On the other hand, the defendants aver that the plaintiffs have not exhausted all the requirements. That according to the Mortgage Regulations, 2012. regulation 8(2) requires a mortgagor to advertise the property in the newspapers and regulation 11 requires valuation of the property and a detailed report that will show that the land is squatted. And that all this has not been done.

Powers of a Mortgagee are provided for under Part V of the Mortgage Act Section 19 (1) of the said Act stipulates that where money secured by a mortgage is made payable on demand, a demand in writing shall create a default in payment. Secondly under Section 19 (2) where the Mortgagor is in default of any obligation to pay the principal sum on demand or any interest or other relief payment or part of it under a mortgage, or in the fulfillment of any common condition, express or implied in the mortgage, the Mortgagee may serve to the Mortgagor notice in writing of the default and require the Mortgagor to rectify the default within 45 working days. However, the notice has to be in the prescribed form under Section 19 (3) of the Mortgage Act. The remedy of a Mortgagee includes under Section 20 of the Mortgage Act upon default of the Mortgagor to comply with the notice, issued and served under Section 19, the right to require the Mortgagor to pay all monies owing on the mortgage; appoint a receiver of the income of the mortgaged land; lease the mortgaged land; enter into possession of the mortgaged land or sell the mortgaged land.

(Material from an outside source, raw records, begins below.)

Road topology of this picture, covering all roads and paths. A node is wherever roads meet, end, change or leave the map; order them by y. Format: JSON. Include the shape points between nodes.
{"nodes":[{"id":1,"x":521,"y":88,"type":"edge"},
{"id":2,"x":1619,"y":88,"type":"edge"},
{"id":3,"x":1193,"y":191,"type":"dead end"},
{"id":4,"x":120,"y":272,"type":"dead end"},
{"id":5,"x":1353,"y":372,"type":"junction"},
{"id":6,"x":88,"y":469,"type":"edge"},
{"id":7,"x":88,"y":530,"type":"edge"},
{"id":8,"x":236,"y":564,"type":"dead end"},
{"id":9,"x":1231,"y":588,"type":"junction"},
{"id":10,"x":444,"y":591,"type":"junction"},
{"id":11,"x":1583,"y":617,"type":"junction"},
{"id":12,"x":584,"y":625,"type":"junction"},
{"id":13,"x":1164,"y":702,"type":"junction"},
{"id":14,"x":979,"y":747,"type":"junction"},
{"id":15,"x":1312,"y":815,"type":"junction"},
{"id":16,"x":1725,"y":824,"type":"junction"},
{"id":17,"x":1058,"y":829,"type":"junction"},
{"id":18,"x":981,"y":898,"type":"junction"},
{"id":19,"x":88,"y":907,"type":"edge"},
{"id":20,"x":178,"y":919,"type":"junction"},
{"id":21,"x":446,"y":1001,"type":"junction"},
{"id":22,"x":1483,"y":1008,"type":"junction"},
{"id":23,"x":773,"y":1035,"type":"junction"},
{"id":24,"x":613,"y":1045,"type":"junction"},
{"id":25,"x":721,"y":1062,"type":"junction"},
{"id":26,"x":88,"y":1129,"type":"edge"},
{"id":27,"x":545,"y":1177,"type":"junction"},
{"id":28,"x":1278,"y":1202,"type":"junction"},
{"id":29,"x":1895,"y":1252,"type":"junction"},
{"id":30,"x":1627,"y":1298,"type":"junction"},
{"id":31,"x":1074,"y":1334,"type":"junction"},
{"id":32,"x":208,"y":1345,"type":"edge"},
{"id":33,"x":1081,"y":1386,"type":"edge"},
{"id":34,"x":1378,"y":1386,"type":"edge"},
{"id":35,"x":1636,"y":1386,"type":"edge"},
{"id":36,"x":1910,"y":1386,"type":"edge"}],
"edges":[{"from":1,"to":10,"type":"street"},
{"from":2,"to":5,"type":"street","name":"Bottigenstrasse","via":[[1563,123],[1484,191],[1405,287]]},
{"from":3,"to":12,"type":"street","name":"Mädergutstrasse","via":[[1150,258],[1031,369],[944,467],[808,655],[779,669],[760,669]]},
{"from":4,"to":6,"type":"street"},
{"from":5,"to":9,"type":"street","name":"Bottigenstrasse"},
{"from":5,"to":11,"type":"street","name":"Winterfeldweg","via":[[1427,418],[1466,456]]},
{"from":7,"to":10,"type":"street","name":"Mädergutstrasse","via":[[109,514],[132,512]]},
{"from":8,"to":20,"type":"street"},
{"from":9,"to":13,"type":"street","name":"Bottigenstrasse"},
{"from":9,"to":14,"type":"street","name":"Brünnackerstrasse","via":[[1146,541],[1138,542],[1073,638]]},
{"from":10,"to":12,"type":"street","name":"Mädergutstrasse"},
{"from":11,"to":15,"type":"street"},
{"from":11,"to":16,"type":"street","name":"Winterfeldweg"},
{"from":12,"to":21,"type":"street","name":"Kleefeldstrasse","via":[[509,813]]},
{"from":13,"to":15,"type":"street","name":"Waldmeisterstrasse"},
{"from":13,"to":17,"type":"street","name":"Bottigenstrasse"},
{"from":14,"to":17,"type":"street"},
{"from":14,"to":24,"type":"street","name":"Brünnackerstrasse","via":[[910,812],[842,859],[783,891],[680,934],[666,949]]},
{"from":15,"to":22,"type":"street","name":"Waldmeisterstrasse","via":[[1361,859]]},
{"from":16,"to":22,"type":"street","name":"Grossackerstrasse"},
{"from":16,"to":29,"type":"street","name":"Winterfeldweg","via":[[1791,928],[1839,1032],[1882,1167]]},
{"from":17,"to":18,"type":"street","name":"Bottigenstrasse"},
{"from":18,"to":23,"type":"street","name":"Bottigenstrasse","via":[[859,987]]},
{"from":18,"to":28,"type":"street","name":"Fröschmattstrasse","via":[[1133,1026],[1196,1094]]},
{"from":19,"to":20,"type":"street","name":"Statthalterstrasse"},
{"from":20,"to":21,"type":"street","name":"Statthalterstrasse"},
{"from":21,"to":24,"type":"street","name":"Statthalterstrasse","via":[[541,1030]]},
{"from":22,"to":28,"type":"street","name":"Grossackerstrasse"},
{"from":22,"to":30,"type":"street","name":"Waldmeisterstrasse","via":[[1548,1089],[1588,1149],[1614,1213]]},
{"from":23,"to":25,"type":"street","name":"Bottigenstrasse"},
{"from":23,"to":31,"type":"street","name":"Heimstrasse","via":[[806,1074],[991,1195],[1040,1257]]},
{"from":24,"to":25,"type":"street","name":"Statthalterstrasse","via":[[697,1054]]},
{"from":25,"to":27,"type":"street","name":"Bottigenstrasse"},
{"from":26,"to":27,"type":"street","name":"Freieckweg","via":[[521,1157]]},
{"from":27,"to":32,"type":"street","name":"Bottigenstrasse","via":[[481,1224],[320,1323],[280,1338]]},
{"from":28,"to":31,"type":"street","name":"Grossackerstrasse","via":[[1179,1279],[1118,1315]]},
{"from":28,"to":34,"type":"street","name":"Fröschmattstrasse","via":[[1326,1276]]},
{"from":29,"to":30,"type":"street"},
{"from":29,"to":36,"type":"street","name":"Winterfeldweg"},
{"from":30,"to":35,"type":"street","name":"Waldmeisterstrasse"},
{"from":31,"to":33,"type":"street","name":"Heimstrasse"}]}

Section 26 of the Mortgage Act provides that where the Mortgagor is in default of his or her obligations under the mortgage and remains in default after expiry of the time provided for the rectification of the default stipulated in the notice served on him or her under Section 19, a Mortgagee may exercise his or her power of sale of the mortgaged land.

Counsel for the plaintiff avers that by letter dated 26th February 2013, the plaintiff received a letter that the land was fully occupied by squatters and there are parties claiming equitable interest.

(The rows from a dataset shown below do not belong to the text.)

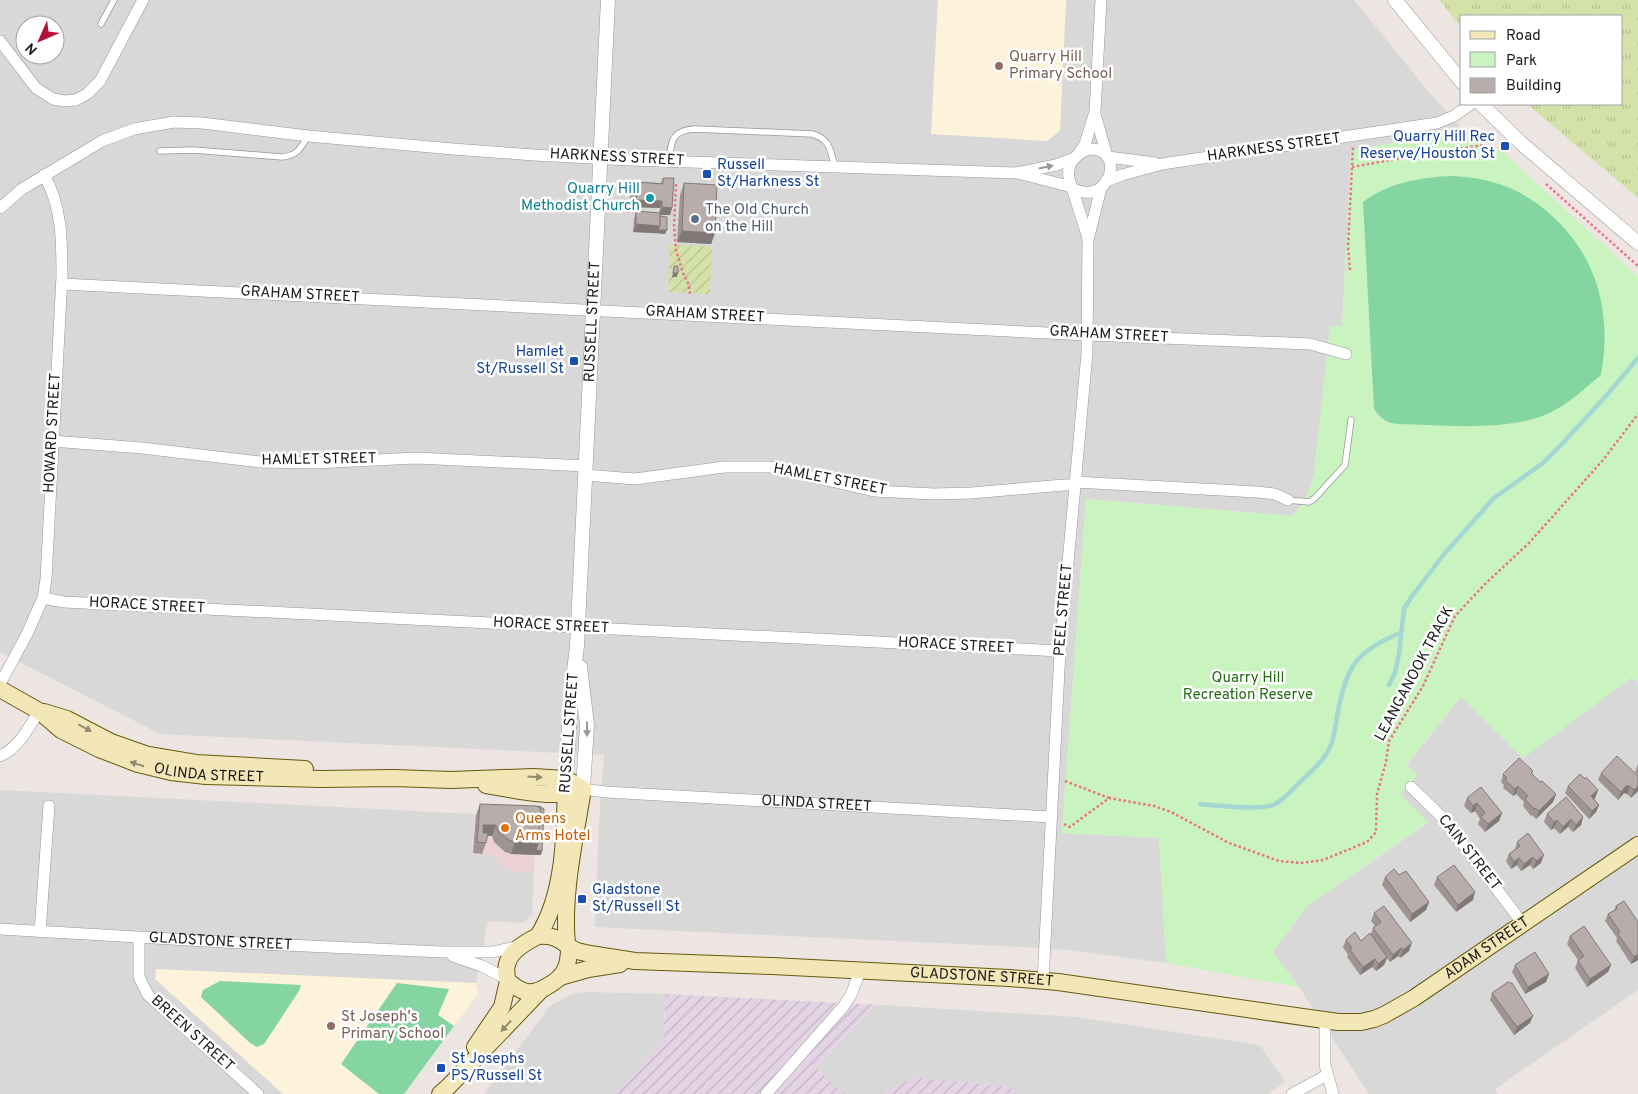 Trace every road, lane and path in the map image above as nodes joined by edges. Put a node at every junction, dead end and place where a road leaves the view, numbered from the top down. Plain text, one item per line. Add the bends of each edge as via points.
1 (114, 0) edge
2 (143, 0) edge
3 (608, 0) edge
4 (1101, 0) edge
5 (1395, 0) edge
6 (101, 24) dead end
7 (0, 41) edge
8 (1460, 80) edge
9 (1470, 105) edge
10 (1482, 105) edge
11 (1095, 112) junction
12 (308, 136) junction
13 (1353, 136) junction
14 (1485, 145) dead end
15 (160, 151) dead end
16 (1076, 157) junction
17 (1108, 157) junction
18 (600, 158) junction
19 (669, 161) junction
20 (1162, 164) junction
21 (835, 167) junction
22 (1352, 167) junction
23 (1016, 173) junction
24 (44, 175) junction
25 (1544, 183) dead end
26 (676, 184) edge
27 (1104, 184) junction
28 (1072, 188) junction
29 (0, 208) edge
30 (628, 212) dead end
31 (644, 212) edge
32 (667, 218) edge
33 (675, 219) junction
34 (1088, 240) junction
35 (1638, 243) edge
36 (1638, 266) edge
37 (1350, 270) dead end
38 (62, 284) junction
39 (690, 295) dead end
40 (593, 309) junction
41 (1088, 334) junction
42 (1346, 354) dead end
43 (1638, 414) edge
44 (1351, 420) dead end
45 (52, 441) junction
46 (585, 471) junction
47 (1075, 483) junction
48 (1288, 500) joint
49 (42, 598) junction
50 (578, 628) junction
51 (577, 646) junction
52 (1060, 652) junction
53 (0, 684) edge
54 (0, 689) edge
55 (40, 711) junction
56 (0, 756) edge
57 (1065, 781) dead end
58 (566, 786) junction
59 (1411, 787) dead end
60 (582, 789) junction
61 (1109, 798) junction
62 (50, 806) dead end
63 (1051, 817) junction
64 (1638, 845) edge
65 (1523, 924) junction
66 (0, 929) edge
67 (40, 932) junction
68 (538, 936) junction
69 (139, 937) junction
70 (519, 946) junction
71 (568, 946) junction
72 (442, 952) junction
73 (635, 961) junction
74 (860, 971) junction
75 (560, 978) junction
76 (507, 980) junction
77 (1043, 981) junction
78 (540, 991) junction
79 (1325, 1021) junction
80 (1327, 1075) junction
81 (445, 1091) edge
82 (258, 1094) edge
83 (766, 1094) edge
84 (1292, 1094) edge
85 (1333, 1094) edge

1 - 6 lane
2 - 7 street via 100,81 80,98 53,99 36,88
3 - 18 street, RUSSELL STREET
4 - 11 street
5 - 8 street
9 - 13 street, HARKNESS STREET via 1448,120
10 - 35 street via 1521,143
11 - 16 street via 1085,144
11 - 17 street
12 - 15 lane via 293,156
12 - 18 street, HARKNESS STREET
12 - 24 street, HARKNESS STREET via 174,122 134,129 102,141
13 - 20 street, HARKNESS STREET
13 - 22 path
14 - 22 path
16 - 17 street via 1095,149
23 -> 16 street, HARKNESS STREET via 1056,165
16 - 28 street via 1068,174
17 - 20 street, HARKNESS STREET
17 - 27 street via 1111,170
18 - 19 street, HARKNESS STREET
18 - 40 street, RUSSELL STREET
19 - 21 street, HARKNESS STREET
19 - 21 lane via 672,140 680,132 695,129 812,134 827,142
20 - 27 street, HARKNESS STREET via 1120,175
21 - 23 street, HARKNESS STREET
22 - 37 path
23 - 28 street, HARKNESS STREET
24 - 29 street, HARKNESS STREET
24 - 38 street, HOWARD STREET via 60,217
25 - 36 path
26 - 33 path
27 - 28 street via 1085,194
27 - 34 street, PEEL STREET
28 - 34 street, PEEL STREET
30 - 31 path
32 - 33 path
33 - 39 path via 676,250
34 - 41 street, PEEL STREET
38 - 40 street, GRAHAM STREET
38 - 45 street, HOWARD STREET
40 - 41 street, GRAHAM STREET
40 - 46 street, RUSSELL STREET
41 - 42 street, GRAHAM STREET via 1310,344
41 - 47 street, PEEL STREET
43 - 61 path, LEANGANOOK TRACK via 1603,460 1529,543 1455,616 1423,686 1389,741 1378,794 1376,832 1366,842 1323,860 1279,861 1229,843 1171,812
44 - 48 lane via 1346,465 1309,502
45 - 46 street, HAMLET STREET via 260,462 416,458
45 - 49 street, HOWARD STREET via 46,579
46 - 47 street, HAMLET STREET via 636,479 716,468 770,467 893,493 953,494
46 - 50 street, RUSSELL STREET
47 - 48 street, HAMLET STREET via 1258,492
47 - 52 street, PEEL STREET
49 - 50 street, HORACE STREET via 64,602
49 - 53 street, HOWARD STREET
50 - 51 street, RUSSELL STREET
50 - 52 street, HORACE STREET
51 - 58 street, RUSSELL STREET
51 -> 60 street, RUSSELL STREET via 587,726
52 - 63 street, PEEL STREET
54 - 55 main road, OLINDA STREET
55 - 56 street via 17,744
55 - 58 main road, OLINDA STREET via 67,719 126,748 174,760 451,780 530,792
57 - 61 path, LEANGANOOK TRACK
58 - 60 main road, OLINDA STREET
58 - 68 main road, RUSSELL STREET via 564,842 558,881 549,916
59 - 65 street, CAIN STREET via 1444,819
60 - 63 street, OLINDA STREET
60 - 71 main road, RUSSELL STREET via 567,897 565,930
61 - 63 path via 1070,827
62 - 67 street
63 - 77 street, PEEL STREET
64 - 65 main road, ADAM STREET
65 - 79 main road, ADAM STREET via 1384,1015 1361,1022
66 - 67 street, GLADSTONE STREET
67 - 69 street, GLADSTONE STREET
68 - 70 main road
68 - 71 main road via 557,938
69 - 72 street, GLADSTONE STREET
69 - 82 street, BREEN STREET via 139,977 148,995
70 - 72 street, GLADSTONE STREET via 493,952
70 - 76 main road via 508,962
71 - 73 main road, GLADSTONE STREET via 588,954
71 - 75 main road via 569,959
72 - 76 street, GLADSTONE STREET via 471,961
73 - 74 main road, GLADSTONE STREET
73 - 75 main road, GLADSTONE STREET
74 - 77 main road, GLADSTONE STREET
74 - 83 street via 843,1007
75 - 78 main road
76 - 78 main road via 523,992
76 - 81 main road via 502,1007
77 - 79 main road, GLADSTONE STREET
78 -> 81 main road
79 - 80 street
80 - 84 street
80 - 85 street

Counsel for the defendants averred, rightly, in my view that there is no evidence whatsoever to show this. All that the plaintiff is relying on is an opinion letter from his lawyers. (PEX 11).

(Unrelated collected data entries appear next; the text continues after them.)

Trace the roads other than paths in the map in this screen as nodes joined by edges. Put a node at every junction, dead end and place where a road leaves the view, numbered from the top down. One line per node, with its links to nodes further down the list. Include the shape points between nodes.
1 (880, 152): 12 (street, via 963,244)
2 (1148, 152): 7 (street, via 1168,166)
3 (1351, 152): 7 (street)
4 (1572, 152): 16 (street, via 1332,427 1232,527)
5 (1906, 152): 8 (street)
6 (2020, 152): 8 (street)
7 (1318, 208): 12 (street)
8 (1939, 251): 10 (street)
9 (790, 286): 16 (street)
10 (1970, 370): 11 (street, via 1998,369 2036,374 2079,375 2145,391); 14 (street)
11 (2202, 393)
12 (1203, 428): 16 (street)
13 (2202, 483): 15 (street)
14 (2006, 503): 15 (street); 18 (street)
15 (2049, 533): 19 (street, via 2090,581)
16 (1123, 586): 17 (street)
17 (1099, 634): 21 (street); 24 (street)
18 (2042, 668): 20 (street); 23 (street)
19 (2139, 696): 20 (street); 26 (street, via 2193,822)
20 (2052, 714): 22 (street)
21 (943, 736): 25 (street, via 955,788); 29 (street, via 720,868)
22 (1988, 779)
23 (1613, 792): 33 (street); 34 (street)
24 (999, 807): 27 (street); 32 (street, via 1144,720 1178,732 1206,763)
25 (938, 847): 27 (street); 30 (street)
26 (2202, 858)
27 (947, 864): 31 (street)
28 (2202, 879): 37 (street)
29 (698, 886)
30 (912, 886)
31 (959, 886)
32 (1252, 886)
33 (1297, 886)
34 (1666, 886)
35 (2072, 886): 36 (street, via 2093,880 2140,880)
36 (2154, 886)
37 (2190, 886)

I am inclined to agree with the defendants, there is no proof of the said squatters or their equitable interest claims. There is no evidence of any advertisement of the property to prove that the plaintiff exhausted the foreclosure remedy. I, therefore, find that the plaintiff did not exhaust efforts regarding the sale of the mortgaged property.

Accordingly issue 3 is answered in the negative.

Issue Four: Whether the facility letter is valid and enforceable against the defendant.

It was Counsel for the plaintiff’s contention that the facility letter is valid and enforced against the defendants, since the 1st defendant signed the facility letter.

In reply, Counsel for the defendants contended that accordingly to the evidence of PW2 the loan application was dated 15th April 2011. That the loan agreement is dated 11th May 2011 yet the bank received it on 11th June 2011. That it is questionable therefore how the loan application is received after the loan is approved. That the loan agreement is not stamped by the bank and that the signatories are not witnessed.

I have perused the loan agreement, and it is dully executed, having been signed by all parties. The fact that the application letter was received later or that the signatures are not witnessed does not invalidate the agreement. There is no evidence that the people who signed on behalf of the plaintiff are not authorized to sign for the bank. Under the circumstances, I find that the facility letter is valid and thus enforceable against the defendant.

Issue four is accordingly answered in the affirmative.

Issue Five: Whether there was any misrepresentation by the plaintiff to the defendant.

Counsel for the plaintiff averred that there was no misrepresentation on behalf of the bank and that the defendants also did not plead particulars of misrepresentation.

The defendant’s contention is that the bank misrepresented that the land was free of squatters and the defendants purchased it in confidence because it was held by the bank.

I have perused the pleadings and there are no particulars of misrepresentation being pleaded by the 1st defendant. Therefore, this issue is resolved in the negative.

Remedies

The plaintiff sought orders that the defendant pays the plaintiff UGX 191,754,304/= and interest thereon at a rate of 25% per annum from 6th August 2013 till payment in full and cost of the suit. From my finding in issue one the plaintiff is entitled to this order.

I have found that the plaintiff did not exhaust their foreclosure remedy, the loan was secured by a mortgage and the plaintiff registered a first legal charge of UGX 170,000,000/= over land and properties on Block No. 632 Plot 39 Kigombe Bulemezi, Luwero District registered in the names of 1st defendant.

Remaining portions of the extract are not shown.